I tried to keep a blog just for keeping track of my reads.  I decided to consolidate.  Here are a couple posts from it about books I really liked.




Six hundred pages of dream sequence? Or a brilliant narrative that continually morphs, leaving the reading wondering who is who and what is real? I thoroughly enjoyed this read. The author creates a cast of ethereal characters who have no apparent connections. They do capture your attention, however, and draw you into their stories. Describing the book is quite difficult, actually. I recommend reading it yourself to see what you get out of it.





*Warning* If you don't like puns, don't read this book. If shakespeare wrote a fairy tale, this would be it. The turns of phrase are impeccable. Although I often wanted to prick the princess with a pin and make her fall to earth, purely for the joy of seeing her finally have something strike her back, I liked the story. As can be expected with fairy tales, the plot is otherworldly but the prose is magical. I really enjoyed this read and found myself imagining how kids would react to the tale.







I re-read this book after it came up in conversation last week. The story is beautifully crafted. Charlie's tale is sweet and poignant. I recommend it to everyone.











Sad. But uplifting. I waited too long to read this.
 
 
 
 
 
 
 
 
 





After reading Maus, seeing District 9 and reading this book, I am wondering if the human race has any redeeming qualities. The satire and zany characters make it a particularly entertaining read. Saunders has a quirky sense of humor that reminds me a lot of Terry Pratchett. A short read, but one that is quite profound for such a seemingly comedic situation.


These book exemplify creativity. The author transcends the autobiography genre by illustrating his story instead of merely telling it. By being forced to look into the eyes of the characters, the reader can't ignore their "human side" (though, oddly enough, none are actually human).
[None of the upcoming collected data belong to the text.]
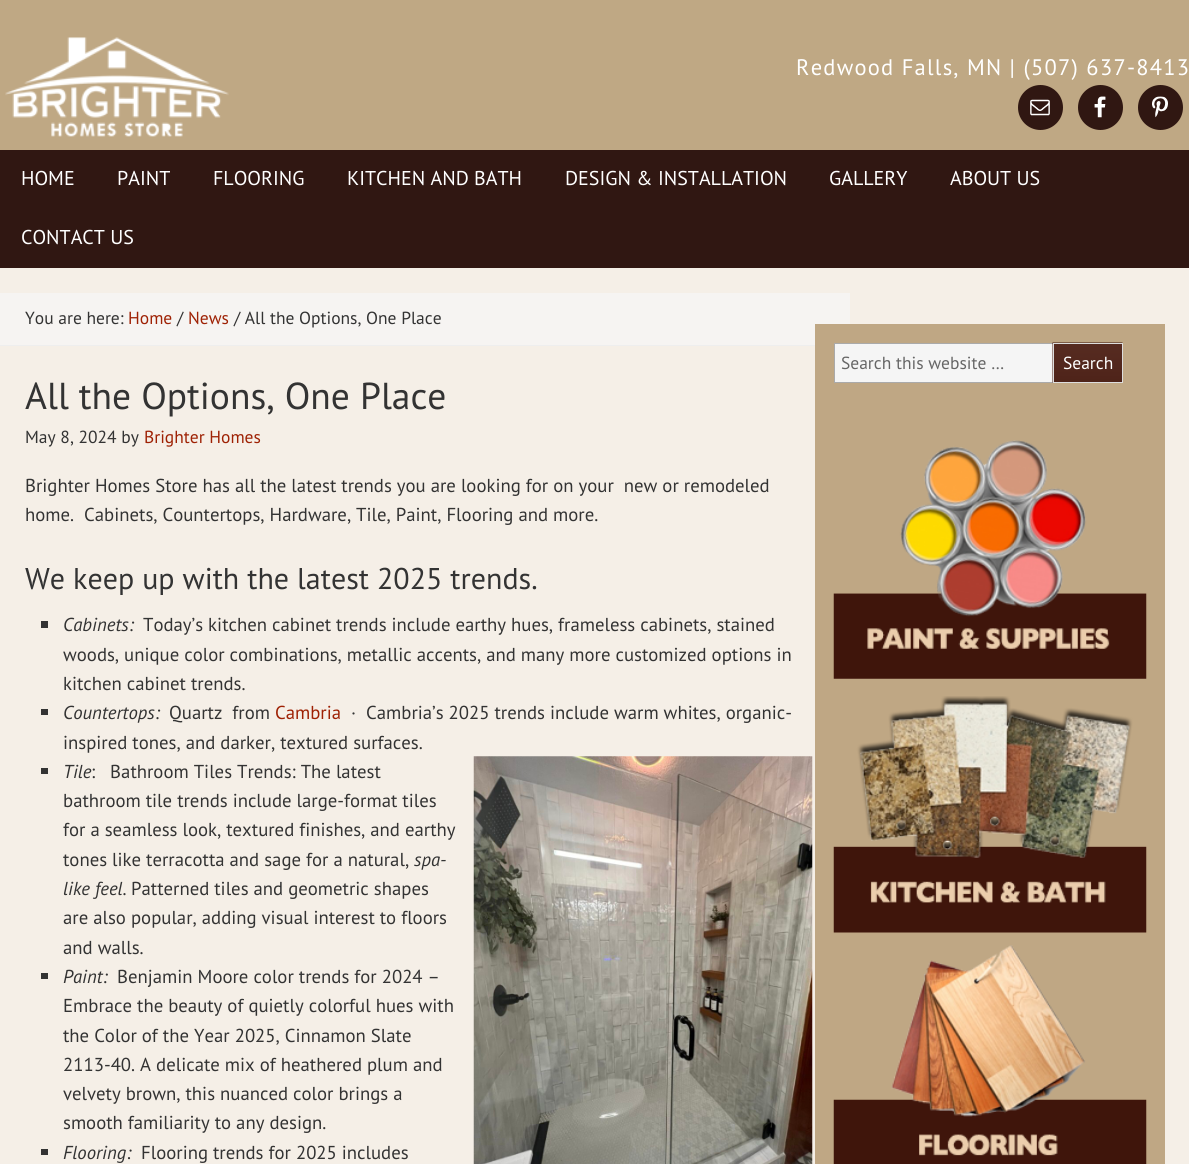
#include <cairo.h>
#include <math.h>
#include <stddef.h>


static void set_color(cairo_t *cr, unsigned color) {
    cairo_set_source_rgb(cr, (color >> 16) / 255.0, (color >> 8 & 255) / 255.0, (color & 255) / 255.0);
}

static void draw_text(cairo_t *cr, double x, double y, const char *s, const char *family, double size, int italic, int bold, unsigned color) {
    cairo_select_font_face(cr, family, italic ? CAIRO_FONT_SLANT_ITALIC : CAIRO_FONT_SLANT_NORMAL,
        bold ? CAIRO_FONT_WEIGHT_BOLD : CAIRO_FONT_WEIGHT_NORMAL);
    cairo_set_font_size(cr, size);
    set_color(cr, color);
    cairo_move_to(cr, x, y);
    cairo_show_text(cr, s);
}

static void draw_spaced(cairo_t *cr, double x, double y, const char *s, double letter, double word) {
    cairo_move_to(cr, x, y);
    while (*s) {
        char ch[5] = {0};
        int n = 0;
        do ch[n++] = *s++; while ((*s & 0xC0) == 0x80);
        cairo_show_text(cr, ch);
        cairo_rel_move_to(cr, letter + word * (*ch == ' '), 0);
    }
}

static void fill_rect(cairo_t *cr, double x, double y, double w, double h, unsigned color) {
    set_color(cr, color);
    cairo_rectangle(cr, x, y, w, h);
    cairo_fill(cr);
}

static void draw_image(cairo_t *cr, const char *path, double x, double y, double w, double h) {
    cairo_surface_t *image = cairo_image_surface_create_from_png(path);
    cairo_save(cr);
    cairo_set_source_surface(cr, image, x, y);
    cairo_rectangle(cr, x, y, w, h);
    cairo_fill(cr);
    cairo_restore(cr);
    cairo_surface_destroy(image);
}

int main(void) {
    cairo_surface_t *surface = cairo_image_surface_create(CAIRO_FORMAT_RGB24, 1189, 1164);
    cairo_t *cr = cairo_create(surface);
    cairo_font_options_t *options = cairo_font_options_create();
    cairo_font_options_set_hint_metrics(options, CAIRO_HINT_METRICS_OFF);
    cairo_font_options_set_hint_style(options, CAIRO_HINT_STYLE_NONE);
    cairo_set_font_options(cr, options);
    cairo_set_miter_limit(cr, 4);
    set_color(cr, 0xF5EFE7);
    cairo_paint(cr);
    fill_rect(cr, 0, 0, 1189, 150, 0xBFA884);
    draw_image(cr, "assets/img1.png", 5, 37, 224, 100);
    cairo_select_font_face(cr, "PT Sans", CAIRO_FONT_SLANT_NORMAL, CAIRO_FONT_WEIGHT_NORMAL);
    cairo_set_font_size(cr, 22.5);
    set_color(cr, 0xFFFFFF);
    draw_spaced(cr, 796, 75, "Redwood Falls, MN | (507) 637-8413", 1.25, 0);
    set_color(cr, 0x301712);
    cairo_new_path(cr);
    cairo_arc(cr, 1040.5, 107.5, 22.5, 0, 2 * M_PI);
    cairo_fill(cr);
    draw_image(cr, "assets/img2.png", 1030, 99, 20, 17);
    cairo_arc(cr, 1100.5, 107.5, 22.5, 0, 2 * M_PI);
    cairo_fill(cr);
    draw_image(cr, "assets/img3.png", 1094, 96, 12, 22);
    cairo_arc(cr, 1160.5, 107.5, 22.5, 0, 2 * M_PI);
    cairo_fill(cr);
    draw_image(cr, "assets/img4.png", 1152, 96, 16, 22);
    fill_rect(cr, 0, 150, 1189, 118, 0x301712);
    draw_text(cr, 21, 185, "HOME", "PT Sans", 20, 0, 0, 0xFFFFFF);
    draw_text(cr, 117, 185, "PAINT", "PT Sans", 20, 0, 0, 0xFFFFFF);
    draw_text(cr, 213, 185, "FLOORING", "PT Sans", 20, 0, 0, 0xFFFFFF);
    draw_text(cr, 347, 185, "KITCHEN AND BATH", "PT Sans", 20, 0, 0, 0xFFFFFF);
    draw_text(cr, 565, 185, "DESIGN & INSTALLATION", "PT Sans", 20, 0, 0, 0xFFFFFF);
    draw_text(cr, 829, 185, "GALLERY", "PT Sans", 20, 0, 0, 0xFFFFFF);
    draw_text(cr, 950, 185, "ABOUT US", "PT Sans", 20, 0, 0, 0xFFFFFF);
    draw_text(cr, 21, 244, "CONTACT US", "PT Sans", 20, 0, 0, 0xFFFFFF);
    fill_rect(cr, 0, 293, 850, 52, 0xF6F4F2);
    fill_rect(cr, 0, 345, 815, 1, 0xEEEEEE);
    draw_text(cr, 25, 324, "You are here:", "PT Sans", 17.5, 0, 0, 0x333333);
    draw_text(cr, 128, 324, "Home", "PT Sans", 17.5, 0, 0, 0x9E2104);
    draw_text(cr, 177, 324, "/", "PT Sans", 17.5, 0, 0, 0x333333);
    draw_text(cr, 188, 324, "News", "PT Sans", 17.5, 0, 0, 0x9E2104);
    draw_text(cr, 234, 324, "/ All the Options, One Place", "PT Sans", 17.5, 0, 0, 0x333333);
    draw_text(cr, 25, 409, "All the Options, One Place", "PT Sans", 37.5, 0, 0, 0x333333);
    draw_text(cr, 25, 443, "May 8, 2024 by", "PT Sans", 17.5, 0, 0, 0x333333);
    draw_text(cr, 144, 443, "Brighter Homes", "PT Sans", 17.5, 0, 0, 0x9E2104);
    draw_text(cr, 25, 492, "Brighter Homes Store has all the latest trends you are looking for on your  new or remodeled", "PT Sans", 18.75, 0, 0, 0x333333);
    draw_text(cr, 25, 521, "home.  Cabinets, Countertops, Hardware, Tile, Paint, Flooring and more.", "PT Sans", 18.75, 0, 0, 0x333333);
    draw_text(cr, 25, 589, "We keep up with the latest 2025 trends.", "PT Sans", 30, 0, 0, 0x333333);
    fill_rect(cr, 41, 621, 7, 7, 0x333333);
    draw_text(cr, 63, 631, "Cabinets:", "PT Sans", 18.75, 1, 0, 0x333333);
    draw_text(cr, 143, 631, "Today’s kitchen cabinet trends include earthy hues, frameless cabinets, stained", "PT Sans", 18.75, 0, 0, 0x333333);
    draw_text(cr, 63, 661, "woods, unique color combinations, metallic accents, and many more customized options in", "PT Sans", 18.75, 0, 0, 0x333333);
    draw_text(cr, 63, 690, "kitchen cabinet trends.", "PT Sans", 18.75, 0, 0, 0x333333);
    fill_rect(cr, 41, 709, 7, 6, 0x333333);
    draw_text(cr, 63, 719, "Countertops:", "PT Sans", 18.75, 1, 0, 0x333333);
    draw_text(cr, 169, 719, "Quartz  from", "PT Sans", 18.75, 0, 0, 0x333333);
    draw_text(cr, 275, 719, "Cambria", "PT Sans", 18.75, 0, 0, 0x9E2104);
    draw_text(cr, 351, 719, "·  Cambria’s 2025 trends include warm whites, organic-", "PT Sans", 18.75, 0, 0, 0x333333);
    draw_text(cr, 63, 749, "inspired tones, and darker, textured surfaces.", "PT Sans", 18.75, 0, 0, 0x333333);
    fill_rect(cr, 41, 768, 7, 6, 0x333333);
    draw_text(cr, 63, 778, "Tile", "PT Sans", 18.75, 1, 0, 0x333333);
    draw_image(cr, "assets/img5.png", 473, 756, 340, 408);
    draw_text(cr, 91, 778, ":   Bathroom Tiles Trends: The latest", "PT Sans", 18.75, 0, 0, 0x333333);
    draw_text(cr, 63, 807, "bathroom tile trends include large-format tiles", "PT Sans", 18.75, 0, 0, 0x333333);
    draw_text(cr, 63, 836, "for a seamless look, textured finishes, and earthy", "PT Sans", 18.75, 0, 0, 0x333333);
    draw_text(cr, 63, 866, "tones like terracotta and sage for a natural,", "PT Sans", 18.75, 0, 0, 0x333333);
    draw_text(cr, 414, 866, "spa-", "PT Sans", 18.75, 1, 0, 0x333333);
    draw_text(cr, 63, 895, "like feel.", "PT Sans", 18.75, 1, 0, 0x333333);
    draw_text(cr, 131, 895, "Patterned tiles and geometric shapes", "PT Sans", 18.75, 0, 0, 0x333333);
    draw_text(cr, 63, 924, "are also popular, adding visual interest to floors", "PT Sans", 18.75, 0, 0, 0x333333);
    draw_text(cr, 63, 954, "and walls.", "PT Sans", 18.75, 0, 0, 0x333333);
    fill_rect(cr, 41, 973, 7, 6, 0x333333);
    draw_text(cr, 63, 983, "Paint:", "PT Sans", 18.75, 1, 0, 0x333333);
    draw_text(cr, 117, 983, "Benjamin Moore color trends for 2024 –", "PT Sans", 18.75, 0, 0, 0x333333);
    draw_text(cr, 63, 1012, "Embrace the beauty of quietly colorful hues with", "PT Sans", 18.75, 0, 0, 0x333333);
    draw_text(cr, 63, 1042, "the Color of the Year 2025, Cinnamon Slate", "PT Sans", 18.75, 0, 0, 0x333333);
    draw_text(cr, 63, 1071, "2113-40. A delicate mix of heathered plum and", "PT Sans", 18.75, 0, 0, 0x333333);
    draw_text(cr, 63, 1100, "velvety brown, this nuanced color brings a", "PT Sans", 18.75, 0, 0, 0x333333);
    draw_text(cr, 63, 1129, "smooth familiarity to any design.", "PT Sans", 18.75, 0, 0, 0x333333);
    fill_rect(cr, 41, 1149, 7, 6, 0x333333);
    draw_text(cr, 63, 1159, "Flooring:", "PT Sans", 18.75, 1, 0, 0x333333);
    draw_text(cr, 141, 1159, "Flooring trends for 2025 includes", "PT Sans", 18.75, 0, 0, 0x333333);
    fill_rect(cr, 815, 324, 350, 840, 0xBFA784);
    fill_rect(cr, 835, 344, 218, 38, 0xF5F5F5);
    cairo_rectangle(cr, 834.5, 343.5, 226, 39);
    set_color(cr, 0xAAAAAA);
    cairo_set_line_width(cr, 1);
    cairo_stroke(cr);
    draw_text(cr, 841, 369, "Search this website …", "PT Sans", 17.5, 0, 0, 0x666666);
    draw_image(cr, "assets/img6.png", 1052, 342, 71, 41);
    cairo_rectangle(cr, 1053.5, 343.5, 69, 39);
    set_color(cr, 0xDDDDDD);
    cairo_stroke(cr);
    draw_text(cr, 1063, 369, "Search", "PT Sans", 17.5, 0, 0, 0xFFFFFF);
    draw_image(cr, "assets/img7.png", 833, 440, 314, 239);
    draw_image(cr, "assets/img8.png", 833, 696, 314, 237);
    draw_image(cr, "assets/img9.png", 833, 945, 314, 219);
    cairo_surface_write_to_png(surface, "output.png");
    cairo_font_options_destroy(options);
    cairo_destroy(cr);
    cairo_surface_destroy(surface);
    return 0;
}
My recent quest to read more non-fiction began with this book. My sister read it based on the recommendation of a friend of hers, who apparently loves to learn about the history of beverages. This book covers one of the most interesting topics I have read about. I have been reminded of some random portion of it every day since I began reading it. I drink at least one of the six drinks (beer, wine, spirits, tea, coffee, and coca-cola) during the course of most days. Learning the history behind such common beverages is quite fascinating. In a way, it made me feel a little better about humanity. That we have been drinking some of these things since we first stood erect shows that we are able to maintain a continuity of sorts, even as the world continues to rapidly evolve. And somehow that makes me feel better. Don't ask me why.